Our present challenge is to stabilise inflation rate. One caveat the pro-poor growth momentum is facing -- is the rise in inflation rate -- not only caused by the aftermath of the flood in 2005 and rapid credit expansion but also due to rise in fuel and commodity prices around the globe; which is beyond our control. Inflation rate that stood at 7.35 per cent in June 05 rose to 7.95 per cent in November 05. With a brief down swing during early months of 2006, it again started moving up to 6.17 per cent in March 06. We hope the monetary stance and prospective growth along with optimistic global economic scenario would bring down the price level within a short period.
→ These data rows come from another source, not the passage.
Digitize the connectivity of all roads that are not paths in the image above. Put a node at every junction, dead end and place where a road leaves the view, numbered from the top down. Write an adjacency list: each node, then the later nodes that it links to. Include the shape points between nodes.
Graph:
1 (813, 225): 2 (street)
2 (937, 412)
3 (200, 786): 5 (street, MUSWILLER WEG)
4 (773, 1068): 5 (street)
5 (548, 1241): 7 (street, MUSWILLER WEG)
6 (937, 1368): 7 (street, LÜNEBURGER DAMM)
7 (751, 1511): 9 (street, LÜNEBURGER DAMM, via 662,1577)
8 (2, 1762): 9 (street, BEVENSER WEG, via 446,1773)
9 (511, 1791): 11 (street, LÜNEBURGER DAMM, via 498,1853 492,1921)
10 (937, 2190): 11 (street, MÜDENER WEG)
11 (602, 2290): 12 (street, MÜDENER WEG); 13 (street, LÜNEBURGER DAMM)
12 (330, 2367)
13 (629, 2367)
Conclusion: As mentioned earlier, attaining and maintaining the highest sustainable output growth for rapid reduction of pervasive poverty is the overriding priority for monetary and other macroeconomic policy in Bangladesh. Monetary and fiscal policies have significant mutual impact, and are therefore formulated and conducted in a mutually consistent and co-ordinated way with reference to the Medium Term Macroeconomic Framework of the National Strategy for Accelerated Poverty Reduction (NSAPR) in attaining the growth, price stability and poverty reduction objectives.
The tightened monetary stance now being pursued is intended not to slowdown output growth but to curb excess demand arising from inflationary expectations, thereby supporting sustained stable output growth over the near and medium term. The monetary stance is subject to continuous review in the light of evolving situation, may shift to a neutral stance, and may even move further to an accommodative stance as values of key macroeconomics variables change over time.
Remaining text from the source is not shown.